» **Problem to solve**: Please give again, exactly and in full, each line from the one holding "Road topology of" to the end of the listing.

Given records Block Start

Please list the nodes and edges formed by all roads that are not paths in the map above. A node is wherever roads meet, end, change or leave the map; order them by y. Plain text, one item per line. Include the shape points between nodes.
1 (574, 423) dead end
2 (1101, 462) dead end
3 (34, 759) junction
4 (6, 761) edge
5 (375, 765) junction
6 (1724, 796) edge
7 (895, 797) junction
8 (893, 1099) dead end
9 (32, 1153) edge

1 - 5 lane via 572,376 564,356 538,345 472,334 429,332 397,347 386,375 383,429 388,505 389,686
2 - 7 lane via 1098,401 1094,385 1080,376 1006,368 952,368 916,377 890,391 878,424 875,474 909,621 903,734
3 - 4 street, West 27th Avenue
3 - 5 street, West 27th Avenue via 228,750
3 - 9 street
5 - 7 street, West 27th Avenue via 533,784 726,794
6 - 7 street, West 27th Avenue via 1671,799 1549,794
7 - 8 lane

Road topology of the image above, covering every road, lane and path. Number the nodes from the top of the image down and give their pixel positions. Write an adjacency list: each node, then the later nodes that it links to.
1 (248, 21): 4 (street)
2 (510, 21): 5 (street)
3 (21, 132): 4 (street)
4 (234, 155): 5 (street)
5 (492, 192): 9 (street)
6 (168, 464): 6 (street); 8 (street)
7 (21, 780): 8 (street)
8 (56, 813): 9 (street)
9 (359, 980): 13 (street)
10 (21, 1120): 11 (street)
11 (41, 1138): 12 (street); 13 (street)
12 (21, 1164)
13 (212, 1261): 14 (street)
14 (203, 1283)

Given records Block End

» **Answer to this problem**:
Road topology of the image above, covering every road, lane and path. Number the nodes from the top of the image down and give their pixel positions. Write an adjacency list: each node, then the later nodes that it links to.
1 (248, 21): 4 (street)
2 (510, 21): 5 (street)
3 (21, 132): 4 (street)
4 (234, 155): 5 (street)
5 (492, 192): 9 (street)
6 (168, 464): 6 (street); 8 (street)
7 (21, 780): 8 (street)
8 (56, 813): 9 (street)
9 (359, 980): 13 (street)
10 (21, 1120): 11 (street)
11 (41, 1138): 12 (street); 13 (street)
12 (21, 1164)
13 (212, 1261): 14 (street)
14 (203, 1283)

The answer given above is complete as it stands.